Rain blows in through my cap and I often find water in the very bottom section; the cap on the bottom will often be wet. That in itself shouldn't be an issue, I would think; there is always the chance in a blowing rain that rain will enter the chimney.
When you call someone don’t make any decisions without giving details here so folks can hopefully help you.
I finally got someone to come out and give me an estimate on fixing my chimney. It was $4490 to replace everything. They said it looks like there has been multiple chimney fires in the past and the put looked at the inside with a camera and saw where there were several holes in the inner layer.
Ouch! That's sounds high to replace existing!
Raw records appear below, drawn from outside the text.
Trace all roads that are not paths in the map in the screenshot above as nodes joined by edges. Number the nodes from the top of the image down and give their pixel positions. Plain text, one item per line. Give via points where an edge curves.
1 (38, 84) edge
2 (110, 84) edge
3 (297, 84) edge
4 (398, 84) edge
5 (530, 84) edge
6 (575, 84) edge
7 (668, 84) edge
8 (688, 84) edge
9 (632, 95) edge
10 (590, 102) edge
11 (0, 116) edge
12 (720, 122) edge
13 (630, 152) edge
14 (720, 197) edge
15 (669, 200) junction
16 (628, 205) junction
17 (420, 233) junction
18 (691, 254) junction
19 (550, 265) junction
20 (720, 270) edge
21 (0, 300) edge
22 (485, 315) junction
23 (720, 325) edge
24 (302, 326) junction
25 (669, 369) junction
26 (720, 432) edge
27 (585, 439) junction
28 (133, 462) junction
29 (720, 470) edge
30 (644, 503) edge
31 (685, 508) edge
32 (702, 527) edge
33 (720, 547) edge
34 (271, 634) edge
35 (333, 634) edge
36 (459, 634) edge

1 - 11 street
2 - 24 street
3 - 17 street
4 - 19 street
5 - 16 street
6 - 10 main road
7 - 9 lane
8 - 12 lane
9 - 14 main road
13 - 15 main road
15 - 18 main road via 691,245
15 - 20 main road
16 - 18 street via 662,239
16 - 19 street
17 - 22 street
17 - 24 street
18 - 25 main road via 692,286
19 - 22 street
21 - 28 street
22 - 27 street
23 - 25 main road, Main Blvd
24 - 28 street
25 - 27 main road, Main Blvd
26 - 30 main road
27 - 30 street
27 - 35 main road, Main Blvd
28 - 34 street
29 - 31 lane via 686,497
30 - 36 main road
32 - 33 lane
I bet you can do better than that...could even DIY it, I bet you'd be well under half that.
When I look at your existing pipe it looks like approx.$ 1000.00 worth of stock.What's the other $ 3490.00 for ?
My in-laws built a new house, I put up the chimney for them...Supervent by Selkirk...it was $650 from stove to chimney cap...and that was with using doublewall stove pipe and buying some optional shields for the attic too
Here is where I bought all the chimney parts for my in-laws...I know OP doesn't have Menards there...but even bLowe's would be much cheaper than that local installer quote! https://www.menards.com/main/heatin...Type=allItems&Spec_InnerDiameter_facet=6+inch
Yeah, that sounds pricey even for a city boy like me.. maybe if they throw in a new/used stove too. “Multiple chimney fires,” Reminds me of the sweep that inspected mine last year. There was some damage to the bricks with weeds growing out of the mortar and he quoted $7000, telling me that the damage to the bricks was like cancer and would spread to the house. I got the job done (quite well) for less than half of that amount. It didn’t help his case that I had a cancerous mole removed that week. Yeah, I needed to get it fixed, but the urgency it hyped to try for a sale. What kind of stove/hearth did the house come with? Congrats on the new house!
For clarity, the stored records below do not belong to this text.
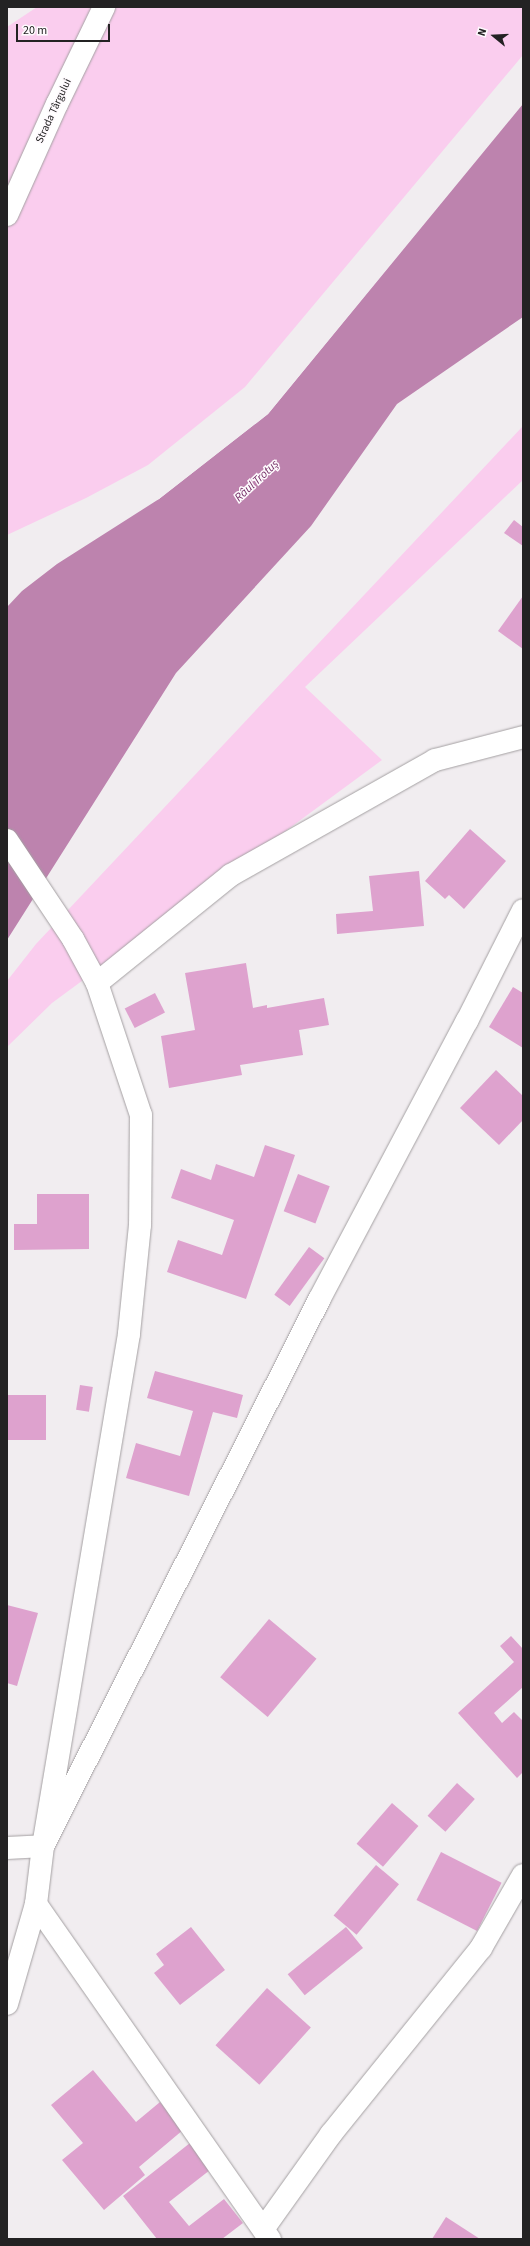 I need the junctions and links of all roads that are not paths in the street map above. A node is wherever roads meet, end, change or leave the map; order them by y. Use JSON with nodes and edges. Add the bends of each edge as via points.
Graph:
{"nodes":[{"id":1,"x":104,"y":7,"type":"edge"},
{"id":2,"x":7,"y":215,"type":"edge"},
{"id":3,"x":523,"y":737,"type":"edge"},
{"id":4,"x":7,"y":840,"type":"edge"},
{"id":5,"x":523,"y":910,"type":"edge"},
{"id":6,"x":97,"y":983,"type":"junction"},
{"id":7,"x":43,"y":1846,"type":"junction"},
{"id":8,"x":7,"y":1848,"type":"edge"},
{"id":9,"x":523,"y":1875,"type":"edge"},
{"id":10,"x":36,"y":1904,"type":"junction"},
{"id":11,"x":7,"y":2004,"type":"edge"},
{"id":12,"x":267,"y":2233,"type":"edge"}],
"edges":[{"from":1,"to":2,"type":"street","name":"Strada Târgului"},
{"from":3,"to":6,"type":"street","via":[[436,760],[231,875]]},
{"from":4,"to":6,"type":"street","via":[[73,939]]},
{"from":5,"to":7,"type":"street","via":[[319,1300]]},
{"from":6,"to":7,"type":"street","via":[[141,1115],[140,1225],[129,1334]]},
{"from":7,"to":8,"type":"street"},
{"from":7,"to":10,"type":"street"},
{"from":9,"to":12,"type":"street","via":[[481,1948],[331,2134]]},
{"from":10,"to":11,"type":"street"},
{"from":10,"to":12,"type":"street"}]}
If i recall correctly, it cost us $2,500-3,000 t I get our brick/tile chimney lined with a stainless steel flue. I'm guessing about 25-30 feet of flue, with a chimney cap. The tiles were starting to shift. Its the non-woodstove chimney. It services 2 devices, propane water heater and oil burner/furnace. They also moved the chimney access door to where the 2 devices connect to main flue. I'm not the DYI kind of guy, some of you are.
Since you took that picture it tells me you can get up on the roof .If so you might be able to take the chimney down and replace the two corroded sections and save your self a lot of money.That's what I would do and if the other sections are good don't replace the whole chimney.Also send those pictures to the stove pipe manufacture and see what they say about the spots on the pipes before you make any move
Just eyeballing the pipe lengths from the pic, I come up with $918.87 to replace every piece of that chimney that's on the outside of the house (except the wall brackets...those can probably be reused) from the link I posted earlier...and right now they have an 11% rebate too (store credit) so that's $101.08 off the $918...bLowes would probably be a bit more $, but not $3k worth! And if you can get up there (have tall ladder/work off roof) that's probably a 3-4 hour job to replace that pipe...
No, but that would actually not add much cost because its a kit that includes some parts that I priced out individually, at a higher cost per piece I'm sure.